Another new doctor, a radiation oncologist, told me I will need five points radiated and I will have to come for these treatments everyday Monday through Friday, for seven weeks. Again, I had to pray for strength because these people were burning holes in my body everyday and each day the burns got worse. I did finish the treatments, but I wish now I wouldn't have done the radiation because it has caused me to have severe lymphedema in my right arm and damaged my chest so that my right side is essentially useless.
I got some time to recover and had to have a right mastectomy due to my type of cancer and several months later, had to have what was left of my female organs removed.
I have now been a survivor and been in remission for almost two years. I was at first told that if the cancer didn't come back within three years, I would be cured but, now they have changed that to five years. I feel I have truly been blessed with the best support system that includes my husband, children, grandchildren, my daddy (who drove me to every treatment), sisters, inlaws, extended family, church family, and a few true friends.
Cancer has been a blessing and a curse for me. It has been a tough couple of years that has left me with many life-long side effects that prevent me from doing so many things that I want and need to do. I am rarely able to attend church services that I love so much. I always feel as if I am neglecting my loved ones. Each day now is a struggle and I was perfectly healthy before this diagnosis. The devil always tries to creep in my mind and convince me to give up but I quickly pray him away. I am very thankful that I found God before this journey began and that cancer has brought me so much closer to Him. I rely on Him to carry me through each day. It has made my marriage stronger. My husband has been by my side through so many things some I can't even mention here and has supported me in many tough decisions. Every time I look at my children and my grandchildren, it is with brand new eyes and every moment I have with them, good or bad, has important value. It has taught me to appreciate every small thing that I am allowed to experience. It has taught me who my true friends are. You have so many people reach out to you when you are diagnosed (I appreciate every person), but very few that stay with you through all of the struggles. I am so thankful for everyday that the Lord lets me wake up and spend another day with the ones I love. I honestly count my blessings daily.

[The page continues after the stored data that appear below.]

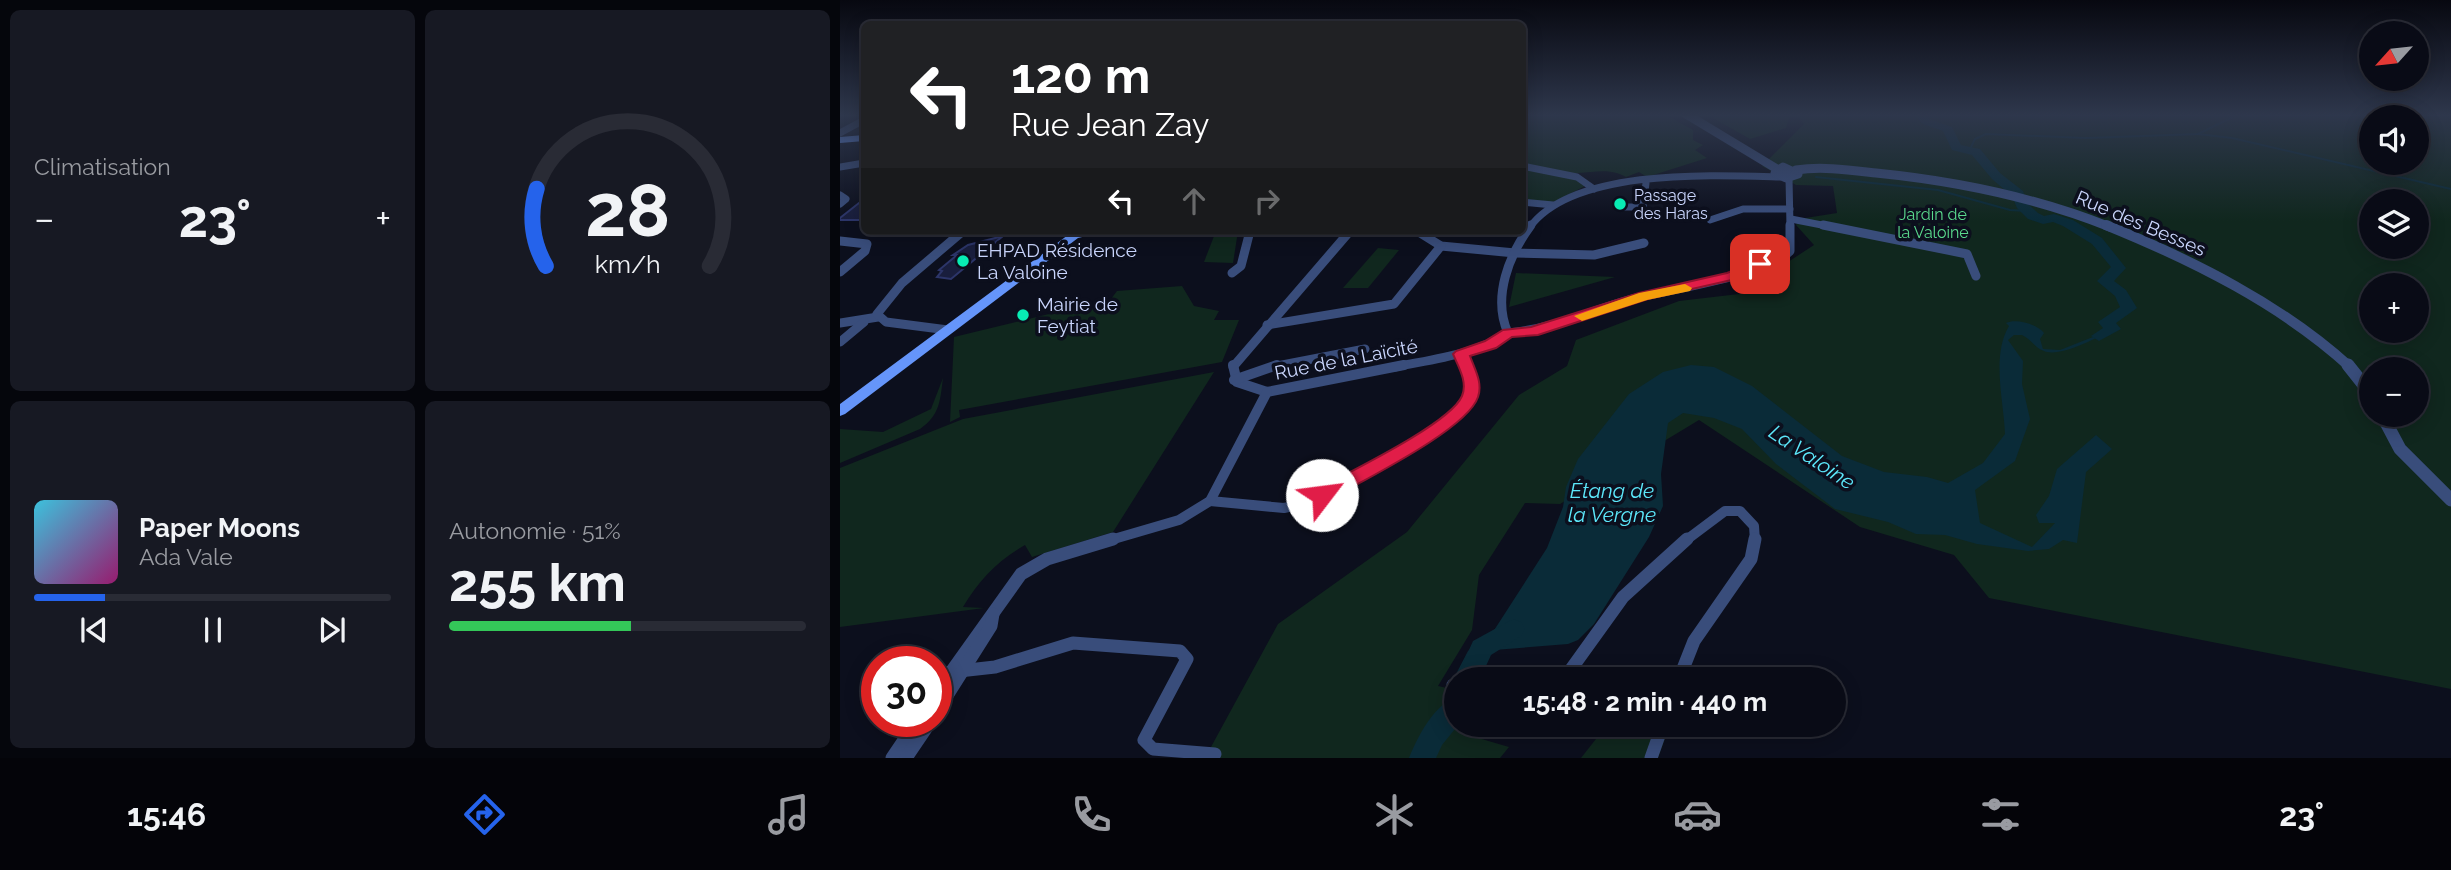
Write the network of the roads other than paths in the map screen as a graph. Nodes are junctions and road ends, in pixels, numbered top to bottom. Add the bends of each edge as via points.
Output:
1 (1748, 149) edge
2 (1765, 159) joint
3 (861, 164) edge
4 (840, 167) edge
5 (1526, 167) edge
6 (1786, 173) junction
7 (1646, 183) junction
8 (1594, 189) junction
9 (840, 195) edge
10 (1526, 202) edge
11 (840, 204) edge
12 (1553, 205) junction
13 (1625, 206) dead end
14 (1790, 209) junction
15 (1791, 219) junction
16 (1710, 220) dead end
17 (957, 235) edge
18 (1068, 235) edge
19 (1249, 235) edge
20 (1346, 235) edge
21 (1423, 235) edge
22 (840, 241) edge
23 (1644, 243) dead end
24 (1441, 246) junction
25 (1515, 253) junction
26 (840, 272) edge
27 (1232, 273) dead end
28 (1976, 276) dead end
29 (878, 317) junction
30 (865, 321) junction
31 (840, 323) edge
32 (1266, 325) junction
33 (948, 330) junction
34 (1508, 333) junction
35 (840, 342) edge
36 (1365, 349) dead end
37 (1461, 354) junction
38 (1234, 380) junction
39 (2359, 380) edge
40 (1267, 392) junction
41 (840, 411) edge
42 (2388, 427) edge
43 (2451, 499) edge
44 (1210, 501) junction
45 (1572, 667) edge
46 (1683, 667) edge
47 (957, 672) junction
48 (952, 677) edge
49 (952, 682) edge
50 (906, 737) edge
51 (920, 737) edge
52 (1658, 737) edge
53 (1215, 754) dead end
54 (892, 758) edge
55 (906, 758) edge
56 (1651, 758) edge

1 - 2 street
2 - 6 street
3 - 4 street
5 - 8 street via 1577,177
6 - 7 street
6 - 14 street
6 - 39 street, Rue des Besses via 1816,170 1934,178 2092,220 2225,281 2336,354
7 - 8 street
7 - 13 street via 1643,207
8 - 12 street
9 - 11 street via 846,199
10 - 12 street
12 - 25 street via 1538,218
14 - 15 street
14 - 16 street via 1743,209
15 - 28 street via 1967,254
15 - 34 street via 1790,251 1776,260 1533,332
17 - 29 street via 882,304
18 - 33 main road
19 - 27 street via 1241,266
20 - 32 street
21 - 24 street
22 - 26 street via 867,244
23 - 25 street via 1594,255
24 - 25 street
24 - 32 street via 1394,304
25 - 34 street via 1500,308
29 - 30 street
29 - 33 street
30 - 31 street
30 - 35 street
32 - 38 street via 1233,364
33 - 41 main road
34 - 37 street, Rue de la Laïcité
36 - 38 street via 1283,363
37 - 40 street, Rue de la Laïcité
37 - 44 street via 1473,383 1470,398 1447,424 1404,450 1308,503 1284,508
38 - 40 street
40 - 44 street, Rue de la Laïcité
42 - 43 street via 2400,449
44 - 47 street via 1179,520 1047,559 1021,574
45 - 46 street via 1600,624 1654,566 1718,515 1740,511 1754,526 1751,559 1695,641
47 - 48 street
47 - 49 street
47 - 53 street via 995,667 1073,643 1180,651 1187,659 1144,740 1153,749
50 - 54 street
51 - 55 street
52 - 56 street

I try each year to raise funds for the Susan G. Komen Foundation, to give back to others that need help and to raise awareness and hopefully, one day find a cure. I also want to encourage all women to get a mammogram each year, because I know from my own experience, a year can make a big difference.
It has been a long road but by the Grace of God I am still a survivor!! I will continue to walk the path that He has chosen for me and I know I will always have trials. I am still facing at the minimum two more surgeries but, I do not have fear because I know He will carry me and see me through.
If you or someone you know gets diagnosed with breast cancer or any cancer, don't let doctors rush you. Get a second or even a third opinion. Don't feel pressured to do things that your not comfortable with because you are the one that will have to suffer the consequences. Always surround yourself with positive people and above everything else, never lose faith.